Generic Programming in C++20

Generic Programming

Generic programming is a software development paradigm inspired by the organizational principles of mathematics [SR14]. That is, a generic library comprises a framework of algorithms in a problem domain, based on a systematic organization of common type requirements for those algorithms. The type requirements themselves, specified as concepts are part of the library as well, and provide the interface that enables composition of library components with other, independently-developed, components. The iterator concept taxonomy, for example, was the foundation upon which the STL was organized [MS89, SL95].

int sum(int *array, int n) {
  int s = 0;
  for (int i = 0; i < n; ++i) {
    s = s + array[i]; }
  return s; }

Generic algorithms (that is, algorithms in a generic library) are designed so that the requirements they impose on types are as minimal as possible without compromising efficiency, thus enabling the widest scope of potential composition, and therefore, reuse. Generic algorithms are derived from concrete ones, which are gradually made more generic by removing (“lifting”) unnecessary requirements. This process continues as long as instantiation of the generic algorithm with concrete types remains as efficient as the equivalent concrete algorithm would have been. Generic libraries do not tolerate abstraction penalty.

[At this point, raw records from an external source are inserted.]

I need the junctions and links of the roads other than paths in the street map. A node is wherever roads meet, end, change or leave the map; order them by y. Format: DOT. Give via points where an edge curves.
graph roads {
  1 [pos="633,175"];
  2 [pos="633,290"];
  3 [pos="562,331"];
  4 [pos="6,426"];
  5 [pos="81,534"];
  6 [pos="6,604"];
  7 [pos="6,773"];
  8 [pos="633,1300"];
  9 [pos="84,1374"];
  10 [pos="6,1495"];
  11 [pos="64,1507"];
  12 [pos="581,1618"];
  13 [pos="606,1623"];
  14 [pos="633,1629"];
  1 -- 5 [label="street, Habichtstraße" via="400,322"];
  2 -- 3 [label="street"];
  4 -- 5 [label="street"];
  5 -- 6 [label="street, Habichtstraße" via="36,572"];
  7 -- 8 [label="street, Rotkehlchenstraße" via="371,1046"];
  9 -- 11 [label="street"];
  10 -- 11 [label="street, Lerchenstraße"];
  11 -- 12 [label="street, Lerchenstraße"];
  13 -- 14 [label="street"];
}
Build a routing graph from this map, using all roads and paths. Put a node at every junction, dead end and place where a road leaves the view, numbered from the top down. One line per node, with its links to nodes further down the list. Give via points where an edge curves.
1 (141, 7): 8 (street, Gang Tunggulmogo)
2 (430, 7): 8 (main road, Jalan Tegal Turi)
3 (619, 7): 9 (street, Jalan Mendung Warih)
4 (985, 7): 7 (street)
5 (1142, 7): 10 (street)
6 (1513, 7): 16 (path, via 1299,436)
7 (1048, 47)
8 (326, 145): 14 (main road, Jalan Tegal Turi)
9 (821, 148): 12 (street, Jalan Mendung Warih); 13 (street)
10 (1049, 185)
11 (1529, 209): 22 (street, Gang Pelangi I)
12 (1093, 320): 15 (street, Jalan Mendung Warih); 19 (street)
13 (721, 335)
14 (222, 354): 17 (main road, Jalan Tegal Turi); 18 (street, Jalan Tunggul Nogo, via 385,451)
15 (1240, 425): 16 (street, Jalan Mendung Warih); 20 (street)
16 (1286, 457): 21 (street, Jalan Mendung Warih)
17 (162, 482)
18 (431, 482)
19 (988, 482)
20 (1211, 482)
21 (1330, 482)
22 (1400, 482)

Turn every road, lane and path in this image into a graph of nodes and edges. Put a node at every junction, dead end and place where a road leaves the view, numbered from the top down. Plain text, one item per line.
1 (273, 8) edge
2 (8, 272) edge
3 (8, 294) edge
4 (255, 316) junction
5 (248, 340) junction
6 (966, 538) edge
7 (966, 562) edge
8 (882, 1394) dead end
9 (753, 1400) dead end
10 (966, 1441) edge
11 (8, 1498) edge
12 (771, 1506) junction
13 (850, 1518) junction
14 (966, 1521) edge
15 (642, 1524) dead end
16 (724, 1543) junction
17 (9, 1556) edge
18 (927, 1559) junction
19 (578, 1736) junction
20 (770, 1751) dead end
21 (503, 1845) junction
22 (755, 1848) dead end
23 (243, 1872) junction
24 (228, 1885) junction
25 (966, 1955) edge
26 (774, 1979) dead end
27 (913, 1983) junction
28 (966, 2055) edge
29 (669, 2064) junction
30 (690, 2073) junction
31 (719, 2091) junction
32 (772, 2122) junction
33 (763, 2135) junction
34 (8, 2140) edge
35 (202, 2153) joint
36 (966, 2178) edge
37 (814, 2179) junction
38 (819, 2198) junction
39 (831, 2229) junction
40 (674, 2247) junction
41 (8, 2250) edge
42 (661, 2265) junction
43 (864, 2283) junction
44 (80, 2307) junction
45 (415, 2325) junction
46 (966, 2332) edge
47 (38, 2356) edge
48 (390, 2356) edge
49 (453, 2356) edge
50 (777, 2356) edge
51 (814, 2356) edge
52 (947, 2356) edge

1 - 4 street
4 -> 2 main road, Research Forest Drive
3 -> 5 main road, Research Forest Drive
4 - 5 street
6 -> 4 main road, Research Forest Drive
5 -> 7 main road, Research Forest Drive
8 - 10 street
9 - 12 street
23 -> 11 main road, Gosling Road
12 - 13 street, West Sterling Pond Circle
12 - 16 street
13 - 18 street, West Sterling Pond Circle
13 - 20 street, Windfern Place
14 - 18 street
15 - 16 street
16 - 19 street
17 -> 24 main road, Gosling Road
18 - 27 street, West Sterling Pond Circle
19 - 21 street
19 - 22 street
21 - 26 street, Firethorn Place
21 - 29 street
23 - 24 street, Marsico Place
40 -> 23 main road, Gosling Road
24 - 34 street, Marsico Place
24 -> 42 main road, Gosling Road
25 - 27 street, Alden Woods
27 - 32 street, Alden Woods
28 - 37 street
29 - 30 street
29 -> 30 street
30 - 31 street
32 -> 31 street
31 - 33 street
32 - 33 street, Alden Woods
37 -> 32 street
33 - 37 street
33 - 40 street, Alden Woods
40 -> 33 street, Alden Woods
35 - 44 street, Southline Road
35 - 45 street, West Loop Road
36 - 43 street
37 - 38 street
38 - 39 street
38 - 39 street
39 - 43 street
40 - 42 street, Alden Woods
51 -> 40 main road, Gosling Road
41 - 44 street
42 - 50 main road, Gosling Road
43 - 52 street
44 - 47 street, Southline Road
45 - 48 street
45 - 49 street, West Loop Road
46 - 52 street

The Generic Programming Process

Lifting

The first (and major) phase of the generic programming process is sometimes known as “lifting“ where we create generic algorithms through a process of successive generaliation. That is, the process is

  1. Study the concrete implementation of an algorithm

  2. Lift away unnecessary requirements to produce a more abstract algorithm

  3. Repeat the lifting process until we have obtained a generic algorithm that is as general as possible but that still instantiates to efficient concrete implementations

  4. Catalog remaining requirements and organize them into concepts

template <class Iter, class T, class Op>
T accumulate(Iter first, Iter last,  T s, Op op) {
  while (first != last) {
    s = op(s, *first++); }
  return s; }

Fig. [fig:sum] shows two concrete implementations of a sum algorithm. The first steps through an array of integers, indexing into the array at each step and summing the resulting value into s. Instead of an array, any eligible container (for example, linked list) can store the values.

The authors of the STL realized the commonality of traversal and element access across most basic computer science algorithms. The requirements for traversal and access were generalized and unified into a hierarchy of type requirements known as iterators [SL95].

An iterator-based algorithm for accumulating elements in a container is shown in Fig. [fig:accum]. Note that this single parameterized algorithm replaces the sum algorithms shown in Fig. [fig:sum] (and more). The process of summation has further been generalized by the introduction of a function object (op).

Specialization

In generic programming, the dual to lifting is specialization. That is, once an algorithm is lifted and made generic, it is specialized through composition with a concrete data type to realize a concrete implementation of the algorithm. Fig. [fig:spec] shows an example of usage of the generic accumulate, composing it with a linked list from the STL.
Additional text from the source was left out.